**Problem description**
Scan the entries below for the word "Place", then copy each line that holds it.

Collected data
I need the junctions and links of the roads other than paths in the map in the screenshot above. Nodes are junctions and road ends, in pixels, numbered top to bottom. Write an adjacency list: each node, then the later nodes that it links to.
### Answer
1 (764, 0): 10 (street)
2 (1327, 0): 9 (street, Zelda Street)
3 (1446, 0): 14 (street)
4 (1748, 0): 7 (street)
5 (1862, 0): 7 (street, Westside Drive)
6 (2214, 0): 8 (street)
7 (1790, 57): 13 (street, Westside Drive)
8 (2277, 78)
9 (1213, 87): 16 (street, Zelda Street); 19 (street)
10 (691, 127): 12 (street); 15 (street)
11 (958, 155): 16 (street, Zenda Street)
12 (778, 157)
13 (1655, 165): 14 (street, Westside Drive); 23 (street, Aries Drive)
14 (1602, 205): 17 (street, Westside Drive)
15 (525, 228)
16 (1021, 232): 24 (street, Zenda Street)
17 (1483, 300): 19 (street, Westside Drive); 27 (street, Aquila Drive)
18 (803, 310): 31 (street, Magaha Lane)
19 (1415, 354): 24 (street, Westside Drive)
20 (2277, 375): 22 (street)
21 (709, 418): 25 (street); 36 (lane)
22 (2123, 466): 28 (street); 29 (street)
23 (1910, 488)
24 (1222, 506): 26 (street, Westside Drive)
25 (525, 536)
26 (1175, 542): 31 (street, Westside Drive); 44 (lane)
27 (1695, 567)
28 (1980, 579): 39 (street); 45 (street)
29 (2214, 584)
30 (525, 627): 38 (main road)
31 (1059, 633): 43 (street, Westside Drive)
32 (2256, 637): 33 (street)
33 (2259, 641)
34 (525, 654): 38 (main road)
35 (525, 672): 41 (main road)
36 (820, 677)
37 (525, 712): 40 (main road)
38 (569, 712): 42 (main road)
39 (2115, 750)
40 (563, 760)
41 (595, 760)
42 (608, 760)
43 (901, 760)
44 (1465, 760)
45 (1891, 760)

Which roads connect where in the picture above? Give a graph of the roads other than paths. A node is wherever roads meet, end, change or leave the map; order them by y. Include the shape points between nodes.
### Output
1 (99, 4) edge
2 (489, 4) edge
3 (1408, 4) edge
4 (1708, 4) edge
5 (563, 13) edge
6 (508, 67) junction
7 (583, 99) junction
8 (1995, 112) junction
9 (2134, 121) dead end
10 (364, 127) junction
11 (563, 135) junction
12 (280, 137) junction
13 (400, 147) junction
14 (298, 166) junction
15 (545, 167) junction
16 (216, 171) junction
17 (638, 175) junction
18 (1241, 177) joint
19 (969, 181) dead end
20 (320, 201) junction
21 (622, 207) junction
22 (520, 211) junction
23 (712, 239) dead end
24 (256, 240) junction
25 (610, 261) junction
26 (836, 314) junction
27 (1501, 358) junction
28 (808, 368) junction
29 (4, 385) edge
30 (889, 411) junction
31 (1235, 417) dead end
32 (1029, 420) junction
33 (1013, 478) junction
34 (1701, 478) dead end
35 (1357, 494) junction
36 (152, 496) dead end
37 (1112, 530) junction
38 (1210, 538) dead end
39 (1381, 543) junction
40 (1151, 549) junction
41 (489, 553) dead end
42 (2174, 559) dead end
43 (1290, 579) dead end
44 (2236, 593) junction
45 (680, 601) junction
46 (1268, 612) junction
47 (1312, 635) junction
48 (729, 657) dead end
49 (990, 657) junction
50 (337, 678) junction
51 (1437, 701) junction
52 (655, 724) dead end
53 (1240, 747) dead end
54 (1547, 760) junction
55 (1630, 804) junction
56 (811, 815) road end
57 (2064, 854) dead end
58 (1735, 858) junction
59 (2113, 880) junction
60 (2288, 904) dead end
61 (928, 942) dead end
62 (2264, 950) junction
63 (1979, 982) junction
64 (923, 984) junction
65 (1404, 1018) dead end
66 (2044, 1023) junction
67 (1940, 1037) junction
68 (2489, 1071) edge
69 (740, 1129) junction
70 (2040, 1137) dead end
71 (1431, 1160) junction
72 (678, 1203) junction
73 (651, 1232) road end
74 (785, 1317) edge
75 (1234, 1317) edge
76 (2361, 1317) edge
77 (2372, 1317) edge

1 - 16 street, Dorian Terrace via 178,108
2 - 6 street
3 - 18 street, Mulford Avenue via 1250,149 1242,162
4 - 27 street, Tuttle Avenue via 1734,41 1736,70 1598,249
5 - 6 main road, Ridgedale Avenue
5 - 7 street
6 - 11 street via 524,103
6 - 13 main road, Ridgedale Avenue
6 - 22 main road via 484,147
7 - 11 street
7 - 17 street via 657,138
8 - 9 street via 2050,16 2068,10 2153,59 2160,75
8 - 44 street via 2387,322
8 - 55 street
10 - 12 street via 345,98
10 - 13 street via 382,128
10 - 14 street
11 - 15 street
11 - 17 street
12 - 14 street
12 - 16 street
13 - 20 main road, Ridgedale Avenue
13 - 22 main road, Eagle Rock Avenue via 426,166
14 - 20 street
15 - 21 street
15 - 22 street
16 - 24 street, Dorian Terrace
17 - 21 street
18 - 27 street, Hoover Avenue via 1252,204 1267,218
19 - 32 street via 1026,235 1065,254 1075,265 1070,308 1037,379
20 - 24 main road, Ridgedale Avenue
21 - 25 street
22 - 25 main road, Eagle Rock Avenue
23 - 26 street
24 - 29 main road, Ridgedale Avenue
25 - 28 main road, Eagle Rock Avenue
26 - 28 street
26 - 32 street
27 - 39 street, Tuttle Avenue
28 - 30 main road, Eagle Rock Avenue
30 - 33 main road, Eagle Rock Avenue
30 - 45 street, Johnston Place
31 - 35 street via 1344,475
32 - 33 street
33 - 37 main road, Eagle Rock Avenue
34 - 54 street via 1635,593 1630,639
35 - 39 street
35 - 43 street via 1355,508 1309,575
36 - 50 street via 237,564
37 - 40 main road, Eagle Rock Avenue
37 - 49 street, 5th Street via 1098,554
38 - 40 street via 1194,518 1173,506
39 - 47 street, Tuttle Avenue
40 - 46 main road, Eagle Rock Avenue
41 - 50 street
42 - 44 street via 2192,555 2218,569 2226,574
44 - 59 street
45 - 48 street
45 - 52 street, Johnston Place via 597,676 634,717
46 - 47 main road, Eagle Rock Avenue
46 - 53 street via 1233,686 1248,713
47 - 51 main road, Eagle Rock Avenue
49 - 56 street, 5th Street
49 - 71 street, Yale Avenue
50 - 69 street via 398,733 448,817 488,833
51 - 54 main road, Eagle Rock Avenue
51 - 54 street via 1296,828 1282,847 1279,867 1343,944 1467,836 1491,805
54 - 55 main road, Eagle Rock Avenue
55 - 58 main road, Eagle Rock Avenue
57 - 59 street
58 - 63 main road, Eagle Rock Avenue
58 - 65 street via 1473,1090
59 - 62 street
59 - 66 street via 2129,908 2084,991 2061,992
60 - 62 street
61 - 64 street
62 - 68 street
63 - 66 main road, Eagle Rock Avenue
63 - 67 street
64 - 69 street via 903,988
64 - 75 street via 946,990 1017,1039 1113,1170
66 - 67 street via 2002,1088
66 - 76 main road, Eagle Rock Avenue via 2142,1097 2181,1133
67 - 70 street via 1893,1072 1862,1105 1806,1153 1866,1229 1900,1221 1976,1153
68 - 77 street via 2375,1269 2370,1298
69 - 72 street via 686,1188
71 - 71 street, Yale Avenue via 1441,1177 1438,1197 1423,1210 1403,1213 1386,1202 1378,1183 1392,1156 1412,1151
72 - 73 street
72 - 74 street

**Result for this exercise**
30 - 45 street, Johnston Place
45 - 52 street, Johnston Place via 597,676 634,717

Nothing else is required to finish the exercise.